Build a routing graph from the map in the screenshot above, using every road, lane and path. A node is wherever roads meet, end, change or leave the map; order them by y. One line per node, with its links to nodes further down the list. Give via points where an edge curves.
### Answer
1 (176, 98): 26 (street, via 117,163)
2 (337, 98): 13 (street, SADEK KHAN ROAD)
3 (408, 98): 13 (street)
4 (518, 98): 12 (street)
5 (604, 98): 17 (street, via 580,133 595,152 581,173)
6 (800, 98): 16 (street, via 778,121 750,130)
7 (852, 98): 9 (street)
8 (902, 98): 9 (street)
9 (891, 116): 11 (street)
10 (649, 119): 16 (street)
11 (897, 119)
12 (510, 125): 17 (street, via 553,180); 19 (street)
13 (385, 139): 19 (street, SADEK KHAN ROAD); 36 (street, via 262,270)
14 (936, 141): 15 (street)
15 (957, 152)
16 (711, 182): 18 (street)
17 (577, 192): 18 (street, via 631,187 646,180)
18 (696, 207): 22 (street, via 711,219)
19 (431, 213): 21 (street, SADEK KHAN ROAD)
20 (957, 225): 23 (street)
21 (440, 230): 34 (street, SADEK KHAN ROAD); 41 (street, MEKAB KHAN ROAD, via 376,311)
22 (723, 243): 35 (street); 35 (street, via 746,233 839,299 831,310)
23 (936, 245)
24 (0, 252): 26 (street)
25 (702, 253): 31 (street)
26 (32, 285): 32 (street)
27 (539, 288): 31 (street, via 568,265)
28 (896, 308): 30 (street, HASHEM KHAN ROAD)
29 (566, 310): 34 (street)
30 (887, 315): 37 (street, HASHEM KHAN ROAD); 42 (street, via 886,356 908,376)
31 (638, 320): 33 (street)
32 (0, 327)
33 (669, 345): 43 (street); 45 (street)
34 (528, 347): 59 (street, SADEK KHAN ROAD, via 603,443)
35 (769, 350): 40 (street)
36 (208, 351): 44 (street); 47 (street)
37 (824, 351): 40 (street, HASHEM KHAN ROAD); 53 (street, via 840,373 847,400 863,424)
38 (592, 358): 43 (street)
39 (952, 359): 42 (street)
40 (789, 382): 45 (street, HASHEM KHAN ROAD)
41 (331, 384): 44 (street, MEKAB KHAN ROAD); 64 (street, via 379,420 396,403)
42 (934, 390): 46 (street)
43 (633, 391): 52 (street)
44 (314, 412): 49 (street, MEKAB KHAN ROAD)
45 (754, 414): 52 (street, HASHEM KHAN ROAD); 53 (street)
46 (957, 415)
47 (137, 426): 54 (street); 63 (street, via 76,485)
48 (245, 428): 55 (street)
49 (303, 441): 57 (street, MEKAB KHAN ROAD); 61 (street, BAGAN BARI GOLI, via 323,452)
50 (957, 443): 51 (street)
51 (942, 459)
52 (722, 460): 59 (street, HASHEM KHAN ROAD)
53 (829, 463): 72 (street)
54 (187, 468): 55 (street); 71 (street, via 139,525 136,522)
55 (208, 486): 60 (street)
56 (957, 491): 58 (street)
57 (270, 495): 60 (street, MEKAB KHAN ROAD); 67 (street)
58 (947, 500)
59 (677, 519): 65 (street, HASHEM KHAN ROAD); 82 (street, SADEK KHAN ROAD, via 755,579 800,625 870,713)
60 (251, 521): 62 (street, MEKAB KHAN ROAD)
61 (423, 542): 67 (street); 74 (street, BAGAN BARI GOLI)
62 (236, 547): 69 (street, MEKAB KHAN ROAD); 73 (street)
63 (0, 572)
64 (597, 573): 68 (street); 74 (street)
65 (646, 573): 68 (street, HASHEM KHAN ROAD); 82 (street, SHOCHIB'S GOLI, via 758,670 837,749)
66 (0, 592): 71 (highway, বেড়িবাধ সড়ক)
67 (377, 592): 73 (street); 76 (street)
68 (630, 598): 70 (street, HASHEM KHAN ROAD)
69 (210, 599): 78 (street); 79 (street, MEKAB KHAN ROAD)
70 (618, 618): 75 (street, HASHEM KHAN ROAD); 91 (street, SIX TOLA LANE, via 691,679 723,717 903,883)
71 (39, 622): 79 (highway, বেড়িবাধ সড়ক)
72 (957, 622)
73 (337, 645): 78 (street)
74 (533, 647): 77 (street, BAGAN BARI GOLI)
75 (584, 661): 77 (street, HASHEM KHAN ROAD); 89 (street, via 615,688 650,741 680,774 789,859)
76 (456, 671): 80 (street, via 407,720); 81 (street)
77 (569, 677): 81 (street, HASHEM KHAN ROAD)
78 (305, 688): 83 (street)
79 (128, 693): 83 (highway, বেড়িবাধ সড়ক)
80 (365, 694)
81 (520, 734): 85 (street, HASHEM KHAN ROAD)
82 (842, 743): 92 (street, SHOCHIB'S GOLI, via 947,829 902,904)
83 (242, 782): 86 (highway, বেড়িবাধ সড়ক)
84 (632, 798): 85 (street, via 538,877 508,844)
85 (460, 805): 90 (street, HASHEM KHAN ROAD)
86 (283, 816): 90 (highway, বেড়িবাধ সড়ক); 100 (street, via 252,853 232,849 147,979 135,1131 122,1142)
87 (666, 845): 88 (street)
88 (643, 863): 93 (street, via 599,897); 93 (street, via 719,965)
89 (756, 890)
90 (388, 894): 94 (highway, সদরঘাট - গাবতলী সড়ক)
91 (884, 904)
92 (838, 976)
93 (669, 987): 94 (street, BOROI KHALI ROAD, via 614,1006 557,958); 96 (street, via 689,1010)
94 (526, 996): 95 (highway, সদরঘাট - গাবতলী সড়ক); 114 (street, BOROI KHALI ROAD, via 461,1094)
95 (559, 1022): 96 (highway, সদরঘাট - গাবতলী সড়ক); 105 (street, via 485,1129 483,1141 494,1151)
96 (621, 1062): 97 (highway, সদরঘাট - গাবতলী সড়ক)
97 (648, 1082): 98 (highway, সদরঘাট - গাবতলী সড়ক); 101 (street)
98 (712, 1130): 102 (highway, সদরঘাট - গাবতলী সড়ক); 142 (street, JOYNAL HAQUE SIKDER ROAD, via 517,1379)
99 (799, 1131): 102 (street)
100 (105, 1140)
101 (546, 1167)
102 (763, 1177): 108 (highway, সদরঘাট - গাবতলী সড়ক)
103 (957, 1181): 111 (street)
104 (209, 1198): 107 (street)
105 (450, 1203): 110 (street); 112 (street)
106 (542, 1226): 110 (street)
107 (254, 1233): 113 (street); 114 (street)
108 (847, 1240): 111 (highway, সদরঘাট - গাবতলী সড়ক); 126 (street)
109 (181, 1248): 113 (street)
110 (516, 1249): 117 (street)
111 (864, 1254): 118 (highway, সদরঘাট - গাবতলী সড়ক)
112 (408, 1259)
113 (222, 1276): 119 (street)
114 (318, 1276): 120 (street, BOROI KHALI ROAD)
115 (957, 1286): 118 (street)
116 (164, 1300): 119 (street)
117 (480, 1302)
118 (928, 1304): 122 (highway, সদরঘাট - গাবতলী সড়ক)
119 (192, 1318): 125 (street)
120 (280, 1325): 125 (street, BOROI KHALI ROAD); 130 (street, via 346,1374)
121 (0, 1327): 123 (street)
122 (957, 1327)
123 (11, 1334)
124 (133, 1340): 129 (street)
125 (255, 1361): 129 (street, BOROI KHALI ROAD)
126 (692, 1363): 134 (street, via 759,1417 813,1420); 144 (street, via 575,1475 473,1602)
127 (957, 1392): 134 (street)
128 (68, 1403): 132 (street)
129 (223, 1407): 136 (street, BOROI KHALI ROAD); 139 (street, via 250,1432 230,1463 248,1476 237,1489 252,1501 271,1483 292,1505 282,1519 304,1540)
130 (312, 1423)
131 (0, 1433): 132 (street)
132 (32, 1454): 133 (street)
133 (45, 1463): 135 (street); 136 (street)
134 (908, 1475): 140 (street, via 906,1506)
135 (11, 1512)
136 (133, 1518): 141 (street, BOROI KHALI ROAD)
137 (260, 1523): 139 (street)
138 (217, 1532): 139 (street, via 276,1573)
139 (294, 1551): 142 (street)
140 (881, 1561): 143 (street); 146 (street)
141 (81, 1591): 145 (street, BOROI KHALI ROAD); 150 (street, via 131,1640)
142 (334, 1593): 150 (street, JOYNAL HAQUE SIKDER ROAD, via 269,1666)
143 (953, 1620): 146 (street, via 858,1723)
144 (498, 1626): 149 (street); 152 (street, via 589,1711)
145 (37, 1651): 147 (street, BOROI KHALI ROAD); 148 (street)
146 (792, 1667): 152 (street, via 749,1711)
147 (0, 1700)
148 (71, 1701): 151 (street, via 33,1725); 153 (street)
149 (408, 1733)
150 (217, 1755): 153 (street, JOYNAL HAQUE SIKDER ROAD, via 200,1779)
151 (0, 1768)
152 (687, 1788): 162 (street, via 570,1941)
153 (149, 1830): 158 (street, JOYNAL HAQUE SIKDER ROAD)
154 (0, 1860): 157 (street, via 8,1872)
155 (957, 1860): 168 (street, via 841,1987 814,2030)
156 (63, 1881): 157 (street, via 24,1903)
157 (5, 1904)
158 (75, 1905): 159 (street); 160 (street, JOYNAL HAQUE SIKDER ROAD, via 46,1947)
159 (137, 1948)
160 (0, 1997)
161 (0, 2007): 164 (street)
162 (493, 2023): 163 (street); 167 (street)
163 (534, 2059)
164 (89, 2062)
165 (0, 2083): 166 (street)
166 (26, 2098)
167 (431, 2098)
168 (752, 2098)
====
▸ What is expected
Going through the listing above, count the lines in which the word "BAGAN" appears, and give only the number.

▸ Exercise response
3